▶ _TASK ITEM_
Lines with the string "Đường" must each be copied from the listing.

▶ _SOURCE RECORDS_
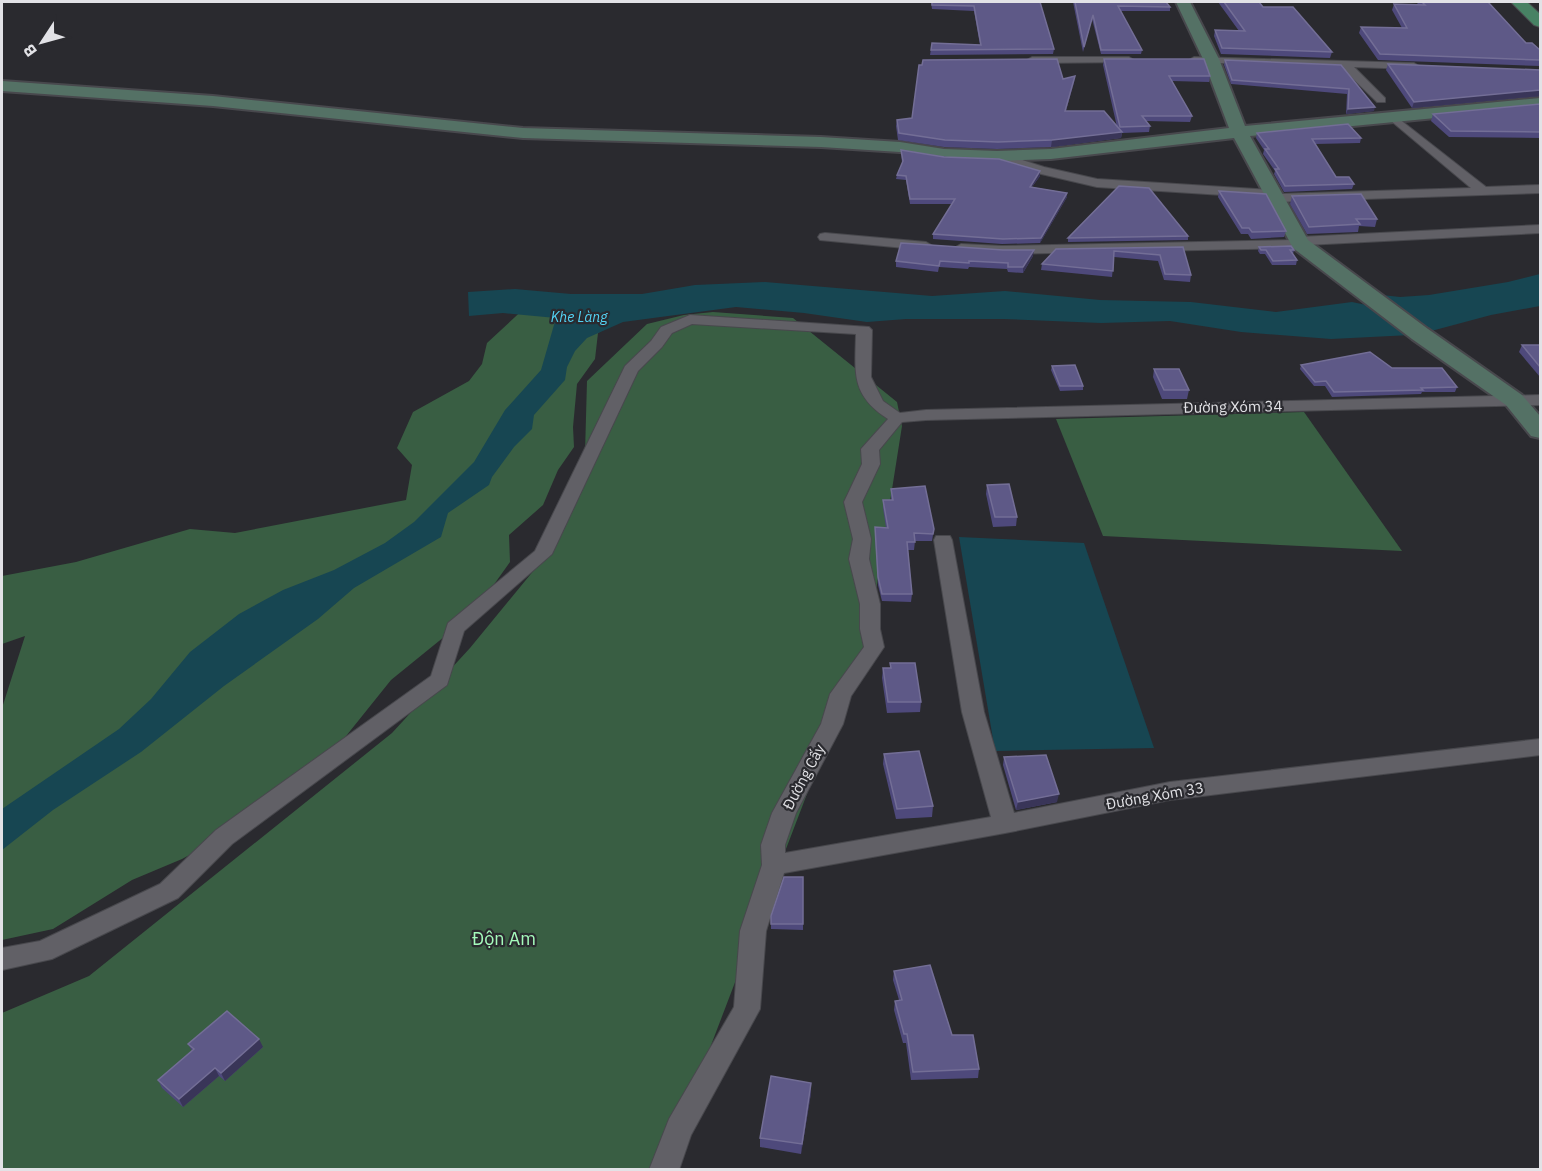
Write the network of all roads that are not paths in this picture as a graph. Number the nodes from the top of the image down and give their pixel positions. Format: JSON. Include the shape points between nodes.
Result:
{"nodes":[{"id":1,"x":1183,"y":2,"type":"edge"},
{"id":2,"x":1519,"y":2,"type":"edge"},
{"id":3,"x":1540,"y":22,"type":"edge"},
{"id":4,"x":1024,"y":60,"type":"edge"},
{"id":5,"x":1141,"y":60,"type":"edge"},
{"id":6,"x":1187,"y":60,"type":"edge"},
{"id":7,"x":1211,"y":60,"type":"junction"},
{"id":8,"x":1343,"y":63,"type":"junction"},
{"id":9,"x":1424,"y":67,"type":"edge"},
{"id":10,"x":2,"y":86,"type":"edge"},
{"id":11,"x":1381,"y":100,"type":"dead end"},
{"id":12,"x":1540,"y":103,"type":"edge"},
{"id":13,"x":1394,"y":118,"type":"junction"},
{"id":14,"x":1239,"y":132,"type":"junction"},
{"id":15,"x":997,"y":156,"type":"junction"},
{"id":16,"x":1540,"y":189,"type":"edge"},
{"id":17,"x":1483,"y":191,"type":"junction"},
{"id":18,"x":1275,"y":196,"type":"junction"},
{"id":19,"x":1540,"y":229,"type":"edge"},
{"id":20,"x":825,"y":237,"type":"dead end"},
{"id":21,"x":1300,"y":243,"type":"junction"},
{"id":22,"x":1514,"y":400,"type":"junction"},
{"id":23,"x":1540,"y":400,"type":"edge"},
{"id":24,"x":897,"y":418,"type":"junction"},
{"id":25,"x":1540,"y":431,"type":"edge"},
{"id":26,"x":943,"y":540,"type":"dead end"},
{"id":27,"x":1540,"y":747,"type":"edge"},
{"id":28,"x":1005,"y":824,"type":"junction"},
{"id":29,"x":774,"y":865,"type":"junction"},
{"id":30,"x":2,"y":959,"type":"edge"},
{"id":31,"x":664,"y":1170,"type":"edge"}],
"edges":[{"from":1,"to":7,"type":"street"},
{"from":2,"to":3,"type":"main road"},
{"from":4,"to":5,"type":"street"},
{"from":6,"to":7,"type":"street"},
{"from":7,"to":8,"type":"street"},
{"from":7,"to":14,"type":"street"},
{"from":8,"to":9,"type":"street"},
{"from":8,"to":11,"type":"street"},
{"from":10,"to":15,"type":"street","via":[[213,101],[523,133],[821,142]]},
{"from":12,"to":13,"type":"street"},
{"from":13,"to":14,"type":"street"},
{"from":13,"to":17,"type":"street"},
{"from":14,"to":15,"type":"street","via":[[1051,154]]},
{"from":14,"to":18,"type":"street"},
{"from":15,"to":18,"type":"street","via":[[1097,183]]},
{"from":16,"to":17,"type":"street"},
{"from":17,"to":18,"type":"street"},
{"from":18,"to":21,"type":"street"},
{"from":19,"to":21,"type":"street"},
{"from":20,"to":21,"type":"street","via":[[1002,250]]},
{"from":21,"to":22,"type":"street"},
{"from":22,"to":23,"type":"street","name":"Đường Xóm 34"},
{"from":22,"to":24,"type":"street","name":"Đường Xóm 34"},
{"from":22,"to":25,"type":"street"},
{"from":24,"to":29,"type":"street","name":"Đường Cấy","via":[[870,449],[871,464],[853,502],[862,539],[860,559],[874,647],[841,694],[832,724],[784,813],[773,845]]},
{"from":24,"to":30,"type":"street","via":[[876,404],[863,377],[864,330],[690,319],[666,330],[631,369],[543,554],[455,628],[440,680],[224,837],[169,891],[43,951]]},
{"from":26,"to":28,"type":"street","via":[[971,702]]},
{"from":27,"to":28,"type":"street","name":"Đường Xóm 33","via":[[1170,791]]},
{"from":28,"to":29,"type":"street","name":"Đường Xóm 33"},
{"from":29,"to":31,"type":"street","name":"Đường Cấy","via":[[753,931],[747,1009],[679,1129]]}]}
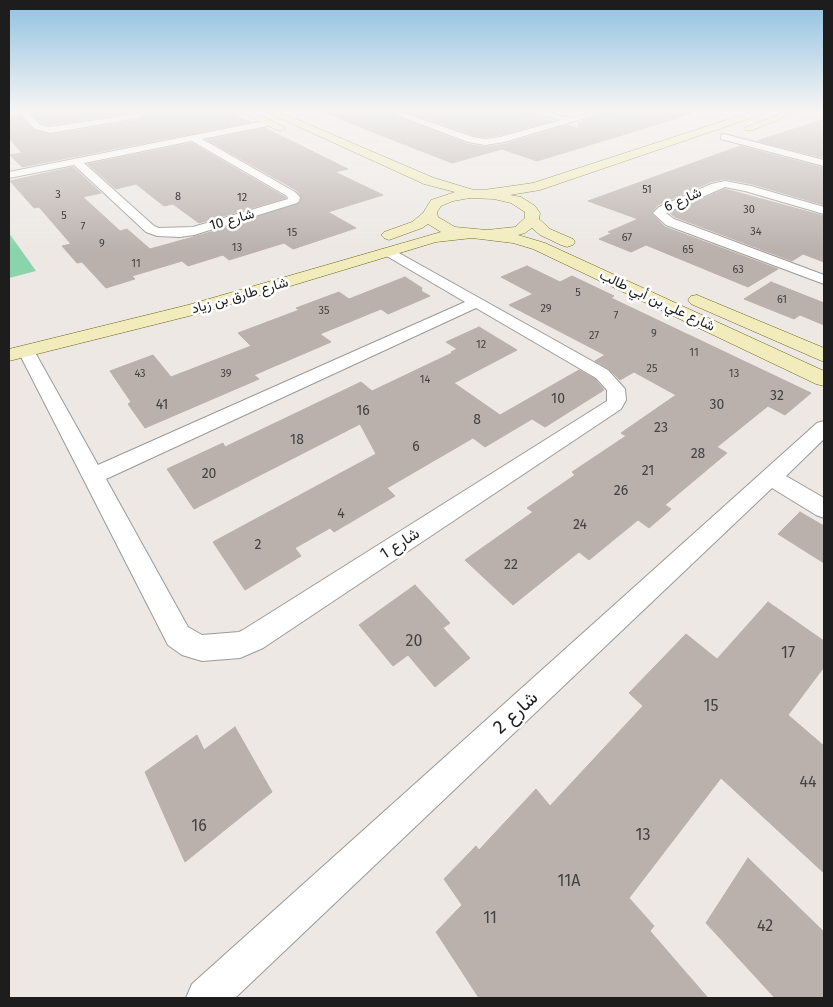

▶ _TASK SOLUTION_
{"from":22,"to":23,"type":"street","name":"Đường Xóm 34"},
{"from":22,"to":24,"type":"street","name":"Đường Xóm 34"},
{"from":24,"to":29,"type":"street","name":"Đường Cấy","via":[[870,449],[871,464],[853,502],[862,539],[860,559],[874,647],[841,694],[832,724],[784,813],[773,845]]},
{"from":27,"to":28,"type":"street","name":"Đường Xóm 33","via":[[1170,791]]},
{"from":28,"to":29,"type":"street","name":"Đường Xóm 33"},
{"from":29,"to":31,"type":"street","name":"Đường Cấy","via":[[753,931],[747,1009],[679,1129]]}]}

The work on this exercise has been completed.